● **EXERCISE**:
Return the records exactly as they appear below, omitting the pictures.
----
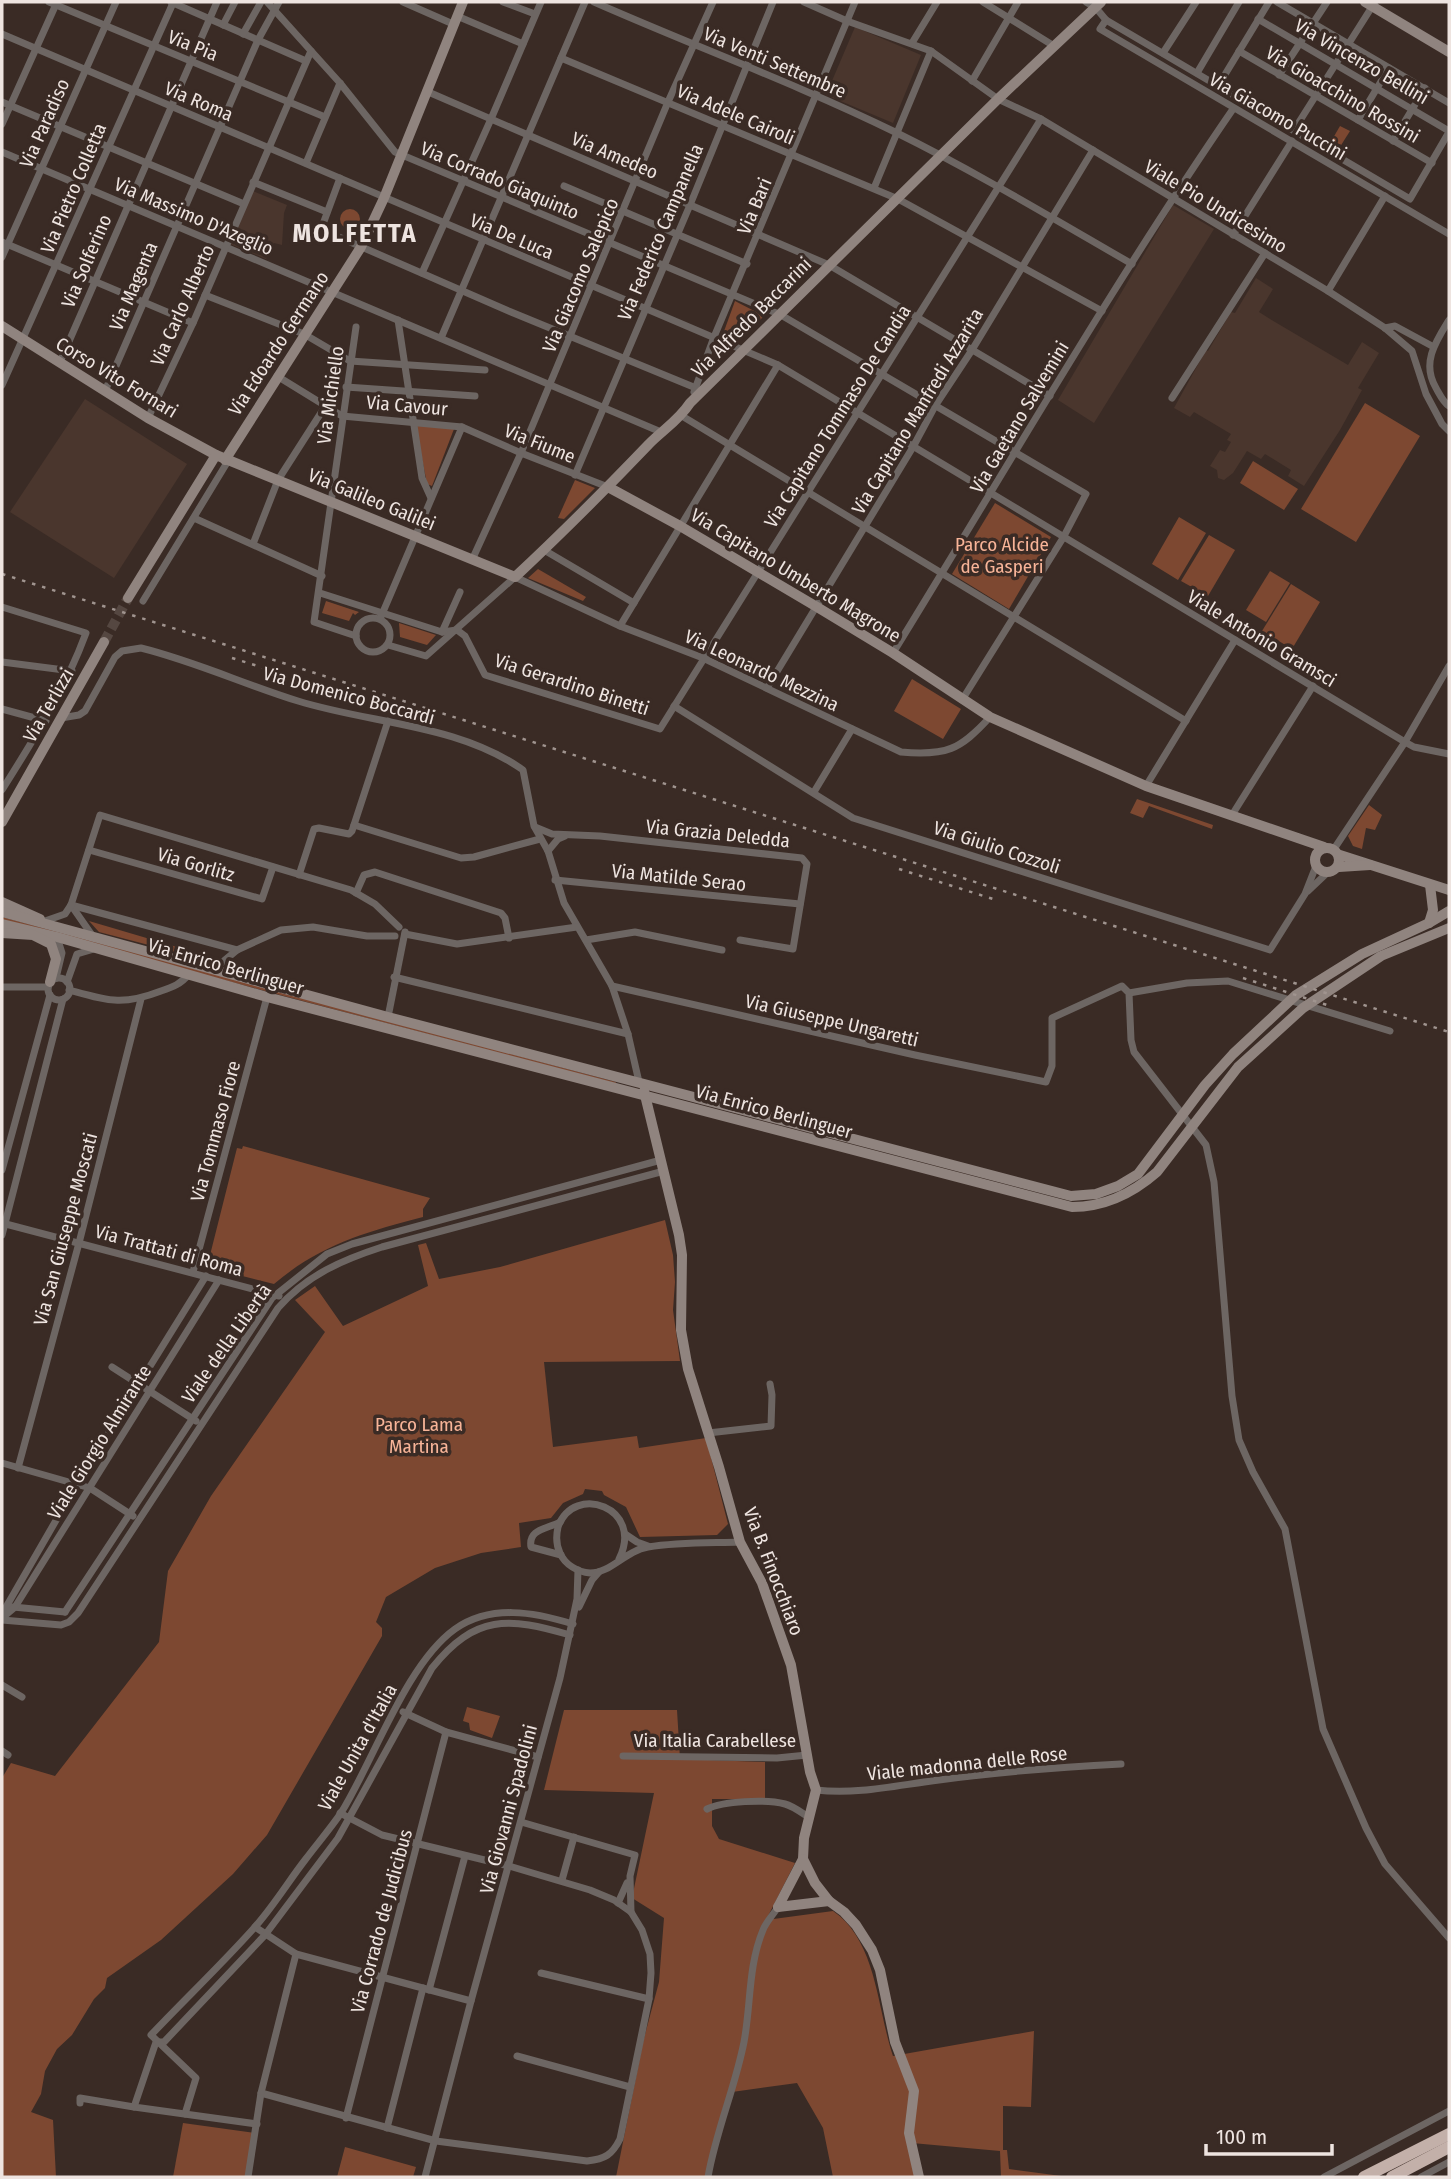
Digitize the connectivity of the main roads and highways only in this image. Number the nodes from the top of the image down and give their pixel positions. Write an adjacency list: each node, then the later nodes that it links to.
1 (1449, 2134): 3 (highway)
2 (1449, 2147): 4 (highway)
3 (1364, 2177)
4 (1392, 2177)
----
● **EXERCISE ANSWER**:
Digitize the connectivity of the main roads and highways only in this image. Number the nodes from the top of the image down and give their pixel positions. Write an adjacency list: each node, then the later nodes that it links to.
1 (1449, 2134): 3 (highway)
2 (1449, 2147): 4 (highway)
3 (1364, 2177)
4 (1392, 2177)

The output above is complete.